-------- Material for this task --------
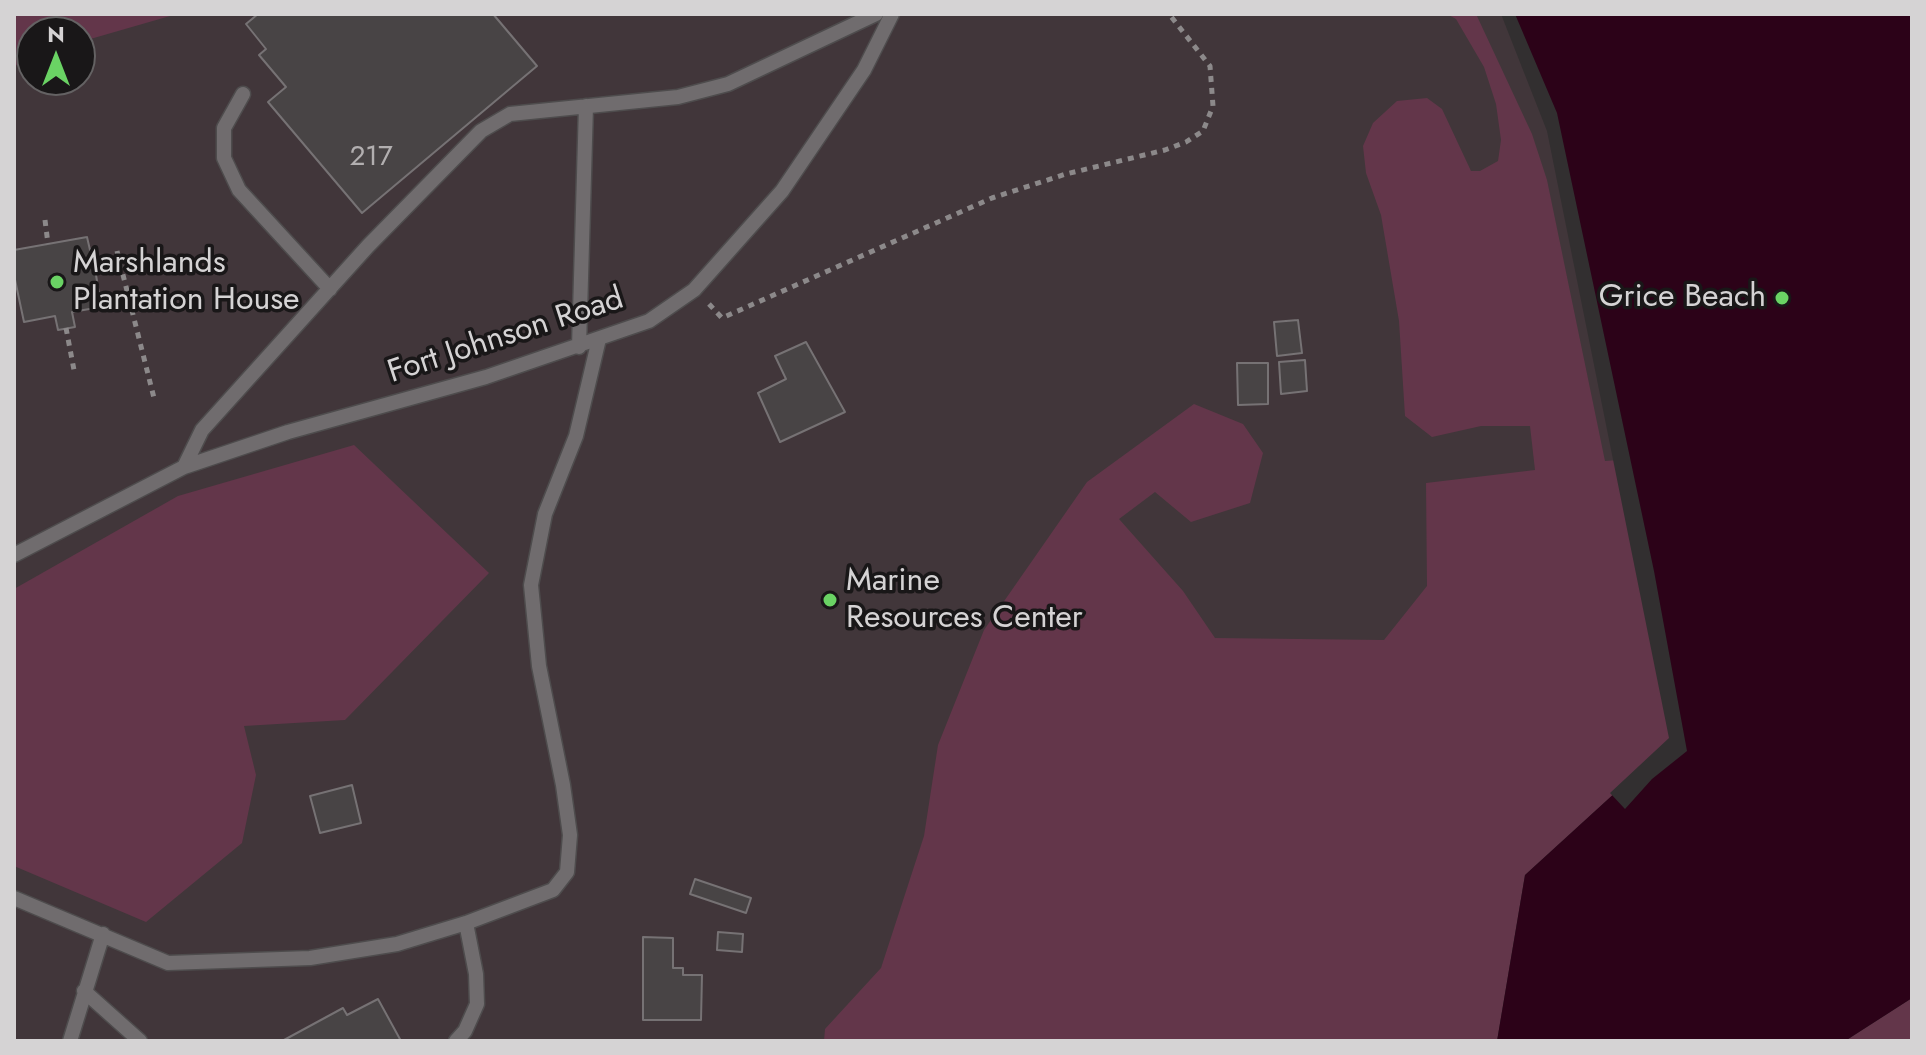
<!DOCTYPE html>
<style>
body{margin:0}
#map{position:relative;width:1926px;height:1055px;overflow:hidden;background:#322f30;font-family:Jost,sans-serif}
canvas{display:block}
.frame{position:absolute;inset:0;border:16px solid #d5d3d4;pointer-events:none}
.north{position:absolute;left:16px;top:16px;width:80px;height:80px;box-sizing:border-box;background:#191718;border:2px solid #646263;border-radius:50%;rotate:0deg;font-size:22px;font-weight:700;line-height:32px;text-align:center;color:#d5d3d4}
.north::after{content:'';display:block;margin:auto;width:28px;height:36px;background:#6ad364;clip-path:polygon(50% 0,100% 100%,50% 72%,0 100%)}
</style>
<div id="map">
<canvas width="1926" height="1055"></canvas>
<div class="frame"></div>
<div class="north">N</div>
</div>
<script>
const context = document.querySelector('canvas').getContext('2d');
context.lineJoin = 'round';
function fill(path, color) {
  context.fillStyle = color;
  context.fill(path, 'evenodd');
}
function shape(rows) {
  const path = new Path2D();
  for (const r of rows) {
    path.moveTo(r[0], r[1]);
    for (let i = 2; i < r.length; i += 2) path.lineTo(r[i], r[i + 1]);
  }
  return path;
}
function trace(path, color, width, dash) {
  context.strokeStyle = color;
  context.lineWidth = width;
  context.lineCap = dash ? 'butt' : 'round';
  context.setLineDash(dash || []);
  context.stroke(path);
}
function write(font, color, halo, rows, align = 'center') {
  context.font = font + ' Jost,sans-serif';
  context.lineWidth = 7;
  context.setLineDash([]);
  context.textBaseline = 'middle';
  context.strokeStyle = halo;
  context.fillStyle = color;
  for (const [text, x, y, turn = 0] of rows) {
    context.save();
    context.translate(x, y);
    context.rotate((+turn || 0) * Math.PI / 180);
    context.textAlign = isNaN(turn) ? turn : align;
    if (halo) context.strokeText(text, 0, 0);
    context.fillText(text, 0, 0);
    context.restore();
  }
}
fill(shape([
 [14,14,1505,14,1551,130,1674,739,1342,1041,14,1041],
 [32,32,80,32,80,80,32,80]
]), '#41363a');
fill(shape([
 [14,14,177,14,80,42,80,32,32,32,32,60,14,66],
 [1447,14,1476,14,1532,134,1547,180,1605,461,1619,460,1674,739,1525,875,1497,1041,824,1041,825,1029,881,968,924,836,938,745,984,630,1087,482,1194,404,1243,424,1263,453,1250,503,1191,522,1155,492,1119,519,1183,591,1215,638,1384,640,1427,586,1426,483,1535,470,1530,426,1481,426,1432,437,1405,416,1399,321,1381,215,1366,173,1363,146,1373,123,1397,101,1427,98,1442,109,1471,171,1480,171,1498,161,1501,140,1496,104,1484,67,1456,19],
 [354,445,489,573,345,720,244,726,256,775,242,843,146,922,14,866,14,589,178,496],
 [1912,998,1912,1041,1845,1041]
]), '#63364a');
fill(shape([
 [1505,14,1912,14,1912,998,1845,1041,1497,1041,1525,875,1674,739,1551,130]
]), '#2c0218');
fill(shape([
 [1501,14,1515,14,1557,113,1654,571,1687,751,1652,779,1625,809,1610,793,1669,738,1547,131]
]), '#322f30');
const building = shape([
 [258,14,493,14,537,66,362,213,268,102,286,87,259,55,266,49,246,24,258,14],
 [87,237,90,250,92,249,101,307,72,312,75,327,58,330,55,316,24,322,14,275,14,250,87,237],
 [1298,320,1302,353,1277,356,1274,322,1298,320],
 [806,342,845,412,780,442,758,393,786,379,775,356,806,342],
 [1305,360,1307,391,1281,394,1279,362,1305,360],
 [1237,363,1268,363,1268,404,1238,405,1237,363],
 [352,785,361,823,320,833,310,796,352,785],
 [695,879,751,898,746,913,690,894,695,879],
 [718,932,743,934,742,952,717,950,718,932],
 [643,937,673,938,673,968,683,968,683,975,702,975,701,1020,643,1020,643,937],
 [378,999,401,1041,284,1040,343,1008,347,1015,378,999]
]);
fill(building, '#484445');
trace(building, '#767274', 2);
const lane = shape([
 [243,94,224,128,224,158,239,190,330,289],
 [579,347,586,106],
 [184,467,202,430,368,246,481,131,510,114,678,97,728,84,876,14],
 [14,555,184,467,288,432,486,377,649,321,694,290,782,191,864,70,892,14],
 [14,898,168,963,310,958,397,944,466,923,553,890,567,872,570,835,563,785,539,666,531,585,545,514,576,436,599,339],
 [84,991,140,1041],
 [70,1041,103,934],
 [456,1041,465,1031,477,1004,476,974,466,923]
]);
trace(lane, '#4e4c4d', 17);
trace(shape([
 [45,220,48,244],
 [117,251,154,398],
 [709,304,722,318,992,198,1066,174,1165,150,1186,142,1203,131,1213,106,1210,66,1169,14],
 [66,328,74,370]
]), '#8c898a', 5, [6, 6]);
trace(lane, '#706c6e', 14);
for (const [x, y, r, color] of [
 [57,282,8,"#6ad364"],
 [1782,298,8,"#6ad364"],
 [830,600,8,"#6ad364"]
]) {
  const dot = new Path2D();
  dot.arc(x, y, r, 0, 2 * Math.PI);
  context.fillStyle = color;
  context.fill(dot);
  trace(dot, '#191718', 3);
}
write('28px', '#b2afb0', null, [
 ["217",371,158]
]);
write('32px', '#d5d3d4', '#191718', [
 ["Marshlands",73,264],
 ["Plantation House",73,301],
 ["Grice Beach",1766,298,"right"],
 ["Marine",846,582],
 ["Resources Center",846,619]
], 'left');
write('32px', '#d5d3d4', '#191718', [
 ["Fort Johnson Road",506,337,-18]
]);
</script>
--------
-------- Material for this task --------
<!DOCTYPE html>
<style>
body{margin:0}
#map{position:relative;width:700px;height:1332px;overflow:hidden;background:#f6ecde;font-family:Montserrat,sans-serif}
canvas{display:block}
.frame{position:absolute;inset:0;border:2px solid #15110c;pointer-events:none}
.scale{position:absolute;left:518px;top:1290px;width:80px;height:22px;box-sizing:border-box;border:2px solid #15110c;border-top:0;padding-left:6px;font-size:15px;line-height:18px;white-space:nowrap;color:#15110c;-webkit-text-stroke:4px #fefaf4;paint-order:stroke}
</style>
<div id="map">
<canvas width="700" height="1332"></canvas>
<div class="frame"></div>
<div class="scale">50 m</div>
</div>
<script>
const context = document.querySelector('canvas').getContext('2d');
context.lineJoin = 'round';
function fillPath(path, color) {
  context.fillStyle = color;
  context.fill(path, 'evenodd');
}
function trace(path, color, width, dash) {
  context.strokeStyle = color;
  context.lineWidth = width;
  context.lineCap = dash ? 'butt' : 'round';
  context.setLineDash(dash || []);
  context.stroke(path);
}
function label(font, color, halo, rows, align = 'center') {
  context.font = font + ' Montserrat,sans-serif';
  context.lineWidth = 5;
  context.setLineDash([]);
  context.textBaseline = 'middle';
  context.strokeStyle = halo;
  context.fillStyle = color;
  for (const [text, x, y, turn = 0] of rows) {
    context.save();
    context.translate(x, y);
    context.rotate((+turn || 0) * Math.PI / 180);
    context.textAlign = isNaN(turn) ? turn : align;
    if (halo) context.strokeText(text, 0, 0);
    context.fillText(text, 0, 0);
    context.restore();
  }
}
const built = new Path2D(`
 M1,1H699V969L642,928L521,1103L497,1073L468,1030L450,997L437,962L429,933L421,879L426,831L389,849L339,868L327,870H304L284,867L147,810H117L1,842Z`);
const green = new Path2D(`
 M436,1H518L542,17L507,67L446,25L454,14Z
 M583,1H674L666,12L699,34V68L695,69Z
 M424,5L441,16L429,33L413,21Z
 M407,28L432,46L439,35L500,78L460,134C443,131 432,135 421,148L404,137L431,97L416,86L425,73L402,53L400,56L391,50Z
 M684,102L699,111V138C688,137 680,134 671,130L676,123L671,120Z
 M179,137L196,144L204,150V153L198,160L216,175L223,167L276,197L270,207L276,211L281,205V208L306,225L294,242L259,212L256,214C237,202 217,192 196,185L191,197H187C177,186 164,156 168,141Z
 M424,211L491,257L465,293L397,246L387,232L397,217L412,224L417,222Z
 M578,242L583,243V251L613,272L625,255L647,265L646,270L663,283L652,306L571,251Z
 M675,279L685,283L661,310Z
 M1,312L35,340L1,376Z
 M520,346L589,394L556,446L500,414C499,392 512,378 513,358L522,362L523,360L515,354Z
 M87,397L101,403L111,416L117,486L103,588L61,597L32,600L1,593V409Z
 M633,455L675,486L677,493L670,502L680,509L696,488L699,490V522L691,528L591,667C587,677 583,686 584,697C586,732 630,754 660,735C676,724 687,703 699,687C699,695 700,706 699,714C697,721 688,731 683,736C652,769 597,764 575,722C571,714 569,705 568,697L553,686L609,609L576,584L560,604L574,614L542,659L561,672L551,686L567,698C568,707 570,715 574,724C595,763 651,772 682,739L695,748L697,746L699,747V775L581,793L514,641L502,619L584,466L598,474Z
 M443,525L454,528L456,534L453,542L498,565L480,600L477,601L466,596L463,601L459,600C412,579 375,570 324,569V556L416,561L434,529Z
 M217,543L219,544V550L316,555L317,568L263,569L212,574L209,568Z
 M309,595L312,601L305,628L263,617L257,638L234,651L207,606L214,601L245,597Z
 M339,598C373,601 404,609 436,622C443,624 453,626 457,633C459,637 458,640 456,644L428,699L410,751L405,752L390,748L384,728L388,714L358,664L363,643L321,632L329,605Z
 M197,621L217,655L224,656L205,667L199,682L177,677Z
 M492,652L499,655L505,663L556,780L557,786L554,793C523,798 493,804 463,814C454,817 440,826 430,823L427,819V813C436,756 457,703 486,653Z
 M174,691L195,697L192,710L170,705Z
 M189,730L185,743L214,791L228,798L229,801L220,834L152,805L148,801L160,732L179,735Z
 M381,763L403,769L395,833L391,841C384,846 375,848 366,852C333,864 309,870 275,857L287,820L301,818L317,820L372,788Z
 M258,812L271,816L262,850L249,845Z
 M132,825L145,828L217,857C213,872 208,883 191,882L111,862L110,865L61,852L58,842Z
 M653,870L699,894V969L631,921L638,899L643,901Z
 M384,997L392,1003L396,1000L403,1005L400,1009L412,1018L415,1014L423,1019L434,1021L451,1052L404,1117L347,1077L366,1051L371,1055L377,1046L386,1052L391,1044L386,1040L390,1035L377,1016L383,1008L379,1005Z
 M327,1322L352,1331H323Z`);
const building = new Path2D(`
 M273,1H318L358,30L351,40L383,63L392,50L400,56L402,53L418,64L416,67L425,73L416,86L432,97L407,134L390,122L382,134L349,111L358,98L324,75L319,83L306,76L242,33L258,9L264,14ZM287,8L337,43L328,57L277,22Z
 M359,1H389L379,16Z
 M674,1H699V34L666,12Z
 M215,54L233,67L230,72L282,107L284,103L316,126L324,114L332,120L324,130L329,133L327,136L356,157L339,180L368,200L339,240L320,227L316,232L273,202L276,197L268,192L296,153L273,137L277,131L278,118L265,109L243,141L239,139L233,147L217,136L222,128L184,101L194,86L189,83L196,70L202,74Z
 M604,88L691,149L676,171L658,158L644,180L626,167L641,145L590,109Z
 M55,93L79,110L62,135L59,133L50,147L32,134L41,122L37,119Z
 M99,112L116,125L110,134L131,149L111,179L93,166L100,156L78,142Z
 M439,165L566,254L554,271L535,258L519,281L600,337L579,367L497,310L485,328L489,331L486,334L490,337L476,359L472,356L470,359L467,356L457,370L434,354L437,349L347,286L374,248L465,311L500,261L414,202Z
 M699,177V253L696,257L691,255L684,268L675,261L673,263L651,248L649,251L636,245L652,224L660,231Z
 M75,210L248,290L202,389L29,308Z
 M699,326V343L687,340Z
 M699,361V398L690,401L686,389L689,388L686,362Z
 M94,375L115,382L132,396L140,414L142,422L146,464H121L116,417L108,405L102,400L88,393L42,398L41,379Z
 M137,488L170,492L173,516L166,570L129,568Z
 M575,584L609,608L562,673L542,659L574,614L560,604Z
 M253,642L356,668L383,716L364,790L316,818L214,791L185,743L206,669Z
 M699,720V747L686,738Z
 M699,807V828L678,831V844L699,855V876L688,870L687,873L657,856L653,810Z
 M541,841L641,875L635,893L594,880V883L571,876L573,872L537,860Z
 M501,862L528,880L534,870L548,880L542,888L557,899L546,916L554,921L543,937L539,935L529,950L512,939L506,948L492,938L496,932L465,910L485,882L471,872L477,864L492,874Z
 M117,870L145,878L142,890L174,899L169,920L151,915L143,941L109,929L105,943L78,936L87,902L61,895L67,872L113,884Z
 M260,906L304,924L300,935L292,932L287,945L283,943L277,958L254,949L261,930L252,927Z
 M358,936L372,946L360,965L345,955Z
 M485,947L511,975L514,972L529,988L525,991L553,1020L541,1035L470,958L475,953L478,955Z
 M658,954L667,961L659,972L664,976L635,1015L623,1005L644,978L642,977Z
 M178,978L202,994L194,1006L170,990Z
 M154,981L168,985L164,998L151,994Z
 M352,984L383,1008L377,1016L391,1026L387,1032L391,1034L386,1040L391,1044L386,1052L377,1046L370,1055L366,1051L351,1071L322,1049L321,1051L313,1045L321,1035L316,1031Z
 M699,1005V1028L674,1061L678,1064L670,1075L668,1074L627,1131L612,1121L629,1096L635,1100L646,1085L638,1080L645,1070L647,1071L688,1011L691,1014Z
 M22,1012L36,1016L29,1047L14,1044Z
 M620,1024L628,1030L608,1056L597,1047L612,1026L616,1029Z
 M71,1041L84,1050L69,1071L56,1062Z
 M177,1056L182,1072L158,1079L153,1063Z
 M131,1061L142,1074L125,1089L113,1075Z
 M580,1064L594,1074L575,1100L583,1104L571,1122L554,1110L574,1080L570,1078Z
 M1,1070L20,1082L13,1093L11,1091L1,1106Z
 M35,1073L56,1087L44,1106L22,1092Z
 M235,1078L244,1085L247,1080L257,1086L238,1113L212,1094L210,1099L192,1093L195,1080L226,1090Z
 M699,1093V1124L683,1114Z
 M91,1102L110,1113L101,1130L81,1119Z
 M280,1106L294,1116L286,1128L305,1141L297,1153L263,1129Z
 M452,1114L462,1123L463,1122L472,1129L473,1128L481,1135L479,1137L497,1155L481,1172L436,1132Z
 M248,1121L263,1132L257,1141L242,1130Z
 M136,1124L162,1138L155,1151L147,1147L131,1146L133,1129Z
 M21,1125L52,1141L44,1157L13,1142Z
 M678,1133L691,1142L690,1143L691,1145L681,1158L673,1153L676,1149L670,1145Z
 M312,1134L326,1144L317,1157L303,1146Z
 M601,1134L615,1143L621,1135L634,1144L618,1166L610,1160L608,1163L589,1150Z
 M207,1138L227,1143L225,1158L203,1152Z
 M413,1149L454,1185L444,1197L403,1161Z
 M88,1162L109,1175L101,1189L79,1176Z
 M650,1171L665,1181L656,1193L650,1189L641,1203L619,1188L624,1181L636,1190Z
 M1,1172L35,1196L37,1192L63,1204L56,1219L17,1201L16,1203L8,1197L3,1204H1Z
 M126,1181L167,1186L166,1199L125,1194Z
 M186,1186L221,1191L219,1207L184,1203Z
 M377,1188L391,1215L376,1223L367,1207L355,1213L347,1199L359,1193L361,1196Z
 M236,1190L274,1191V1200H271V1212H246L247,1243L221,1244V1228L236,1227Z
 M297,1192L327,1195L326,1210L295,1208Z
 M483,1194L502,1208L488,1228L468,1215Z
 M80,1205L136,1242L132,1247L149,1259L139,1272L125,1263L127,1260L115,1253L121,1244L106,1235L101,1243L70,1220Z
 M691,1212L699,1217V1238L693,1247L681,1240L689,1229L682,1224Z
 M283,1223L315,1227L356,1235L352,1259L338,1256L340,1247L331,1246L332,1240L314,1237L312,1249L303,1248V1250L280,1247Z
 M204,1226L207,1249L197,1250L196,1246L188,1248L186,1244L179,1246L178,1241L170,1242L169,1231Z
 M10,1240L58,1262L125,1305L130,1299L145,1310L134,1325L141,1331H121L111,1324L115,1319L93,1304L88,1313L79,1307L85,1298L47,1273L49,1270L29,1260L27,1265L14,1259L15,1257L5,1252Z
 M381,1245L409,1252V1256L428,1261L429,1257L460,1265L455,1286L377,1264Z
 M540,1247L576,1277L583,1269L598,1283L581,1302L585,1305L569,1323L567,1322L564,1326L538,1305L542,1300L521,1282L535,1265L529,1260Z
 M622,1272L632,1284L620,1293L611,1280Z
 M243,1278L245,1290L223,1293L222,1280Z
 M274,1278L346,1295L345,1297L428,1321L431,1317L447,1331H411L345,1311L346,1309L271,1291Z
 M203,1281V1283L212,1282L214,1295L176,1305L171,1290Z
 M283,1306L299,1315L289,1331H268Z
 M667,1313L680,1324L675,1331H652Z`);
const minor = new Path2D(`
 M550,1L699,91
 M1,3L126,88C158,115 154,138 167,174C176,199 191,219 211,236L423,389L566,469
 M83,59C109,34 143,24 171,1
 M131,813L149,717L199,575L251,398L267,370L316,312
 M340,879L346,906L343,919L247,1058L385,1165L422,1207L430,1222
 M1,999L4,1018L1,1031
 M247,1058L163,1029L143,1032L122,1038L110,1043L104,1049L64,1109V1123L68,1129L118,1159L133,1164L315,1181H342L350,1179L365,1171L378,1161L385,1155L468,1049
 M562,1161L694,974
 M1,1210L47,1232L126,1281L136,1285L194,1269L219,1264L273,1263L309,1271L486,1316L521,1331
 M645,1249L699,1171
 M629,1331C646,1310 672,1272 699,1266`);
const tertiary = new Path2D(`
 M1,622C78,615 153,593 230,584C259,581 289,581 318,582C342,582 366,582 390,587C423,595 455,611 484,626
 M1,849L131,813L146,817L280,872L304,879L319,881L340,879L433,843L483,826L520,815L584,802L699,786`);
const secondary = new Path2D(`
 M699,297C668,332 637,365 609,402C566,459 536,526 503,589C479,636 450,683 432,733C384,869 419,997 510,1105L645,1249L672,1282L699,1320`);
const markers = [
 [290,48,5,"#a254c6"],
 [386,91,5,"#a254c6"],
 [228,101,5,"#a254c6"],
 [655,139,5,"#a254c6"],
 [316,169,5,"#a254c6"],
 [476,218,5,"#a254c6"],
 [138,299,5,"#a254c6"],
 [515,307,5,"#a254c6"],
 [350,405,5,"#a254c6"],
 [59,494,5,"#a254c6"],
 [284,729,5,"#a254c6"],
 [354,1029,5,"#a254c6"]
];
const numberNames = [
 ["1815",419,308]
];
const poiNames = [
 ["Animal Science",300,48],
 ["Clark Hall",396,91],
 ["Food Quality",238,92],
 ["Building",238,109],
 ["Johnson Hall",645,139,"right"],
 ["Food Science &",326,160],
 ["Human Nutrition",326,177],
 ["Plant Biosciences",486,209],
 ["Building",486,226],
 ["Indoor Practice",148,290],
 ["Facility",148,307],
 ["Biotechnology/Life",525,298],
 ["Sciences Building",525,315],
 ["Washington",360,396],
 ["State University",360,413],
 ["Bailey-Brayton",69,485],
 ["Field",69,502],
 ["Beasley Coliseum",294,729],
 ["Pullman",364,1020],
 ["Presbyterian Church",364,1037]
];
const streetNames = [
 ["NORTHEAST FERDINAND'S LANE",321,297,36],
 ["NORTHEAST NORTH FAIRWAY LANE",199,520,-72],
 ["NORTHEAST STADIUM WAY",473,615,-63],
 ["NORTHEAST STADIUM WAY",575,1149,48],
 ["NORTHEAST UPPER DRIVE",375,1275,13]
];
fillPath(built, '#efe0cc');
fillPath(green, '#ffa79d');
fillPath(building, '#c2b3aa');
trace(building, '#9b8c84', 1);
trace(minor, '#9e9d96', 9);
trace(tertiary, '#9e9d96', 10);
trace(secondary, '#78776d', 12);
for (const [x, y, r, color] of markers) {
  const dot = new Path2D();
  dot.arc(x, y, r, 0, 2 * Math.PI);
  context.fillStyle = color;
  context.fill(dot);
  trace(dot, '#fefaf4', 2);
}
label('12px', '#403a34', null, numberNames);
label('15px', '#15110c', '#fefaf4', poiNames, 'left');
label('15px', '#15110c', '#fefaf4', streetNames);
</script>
--------
Exercise
This exercise needs every line of the listing that contains the word "function".

Expected answer
function fill(path, color) {
function shape(rows) {
function trace(path, color, width, dash) {
function write(font, color, halo, rows, align = 'center') {
function fillPath(path, color) {
function trace(path, color, width, dash) {
function label(font, color, halo, rows, align = 'center') {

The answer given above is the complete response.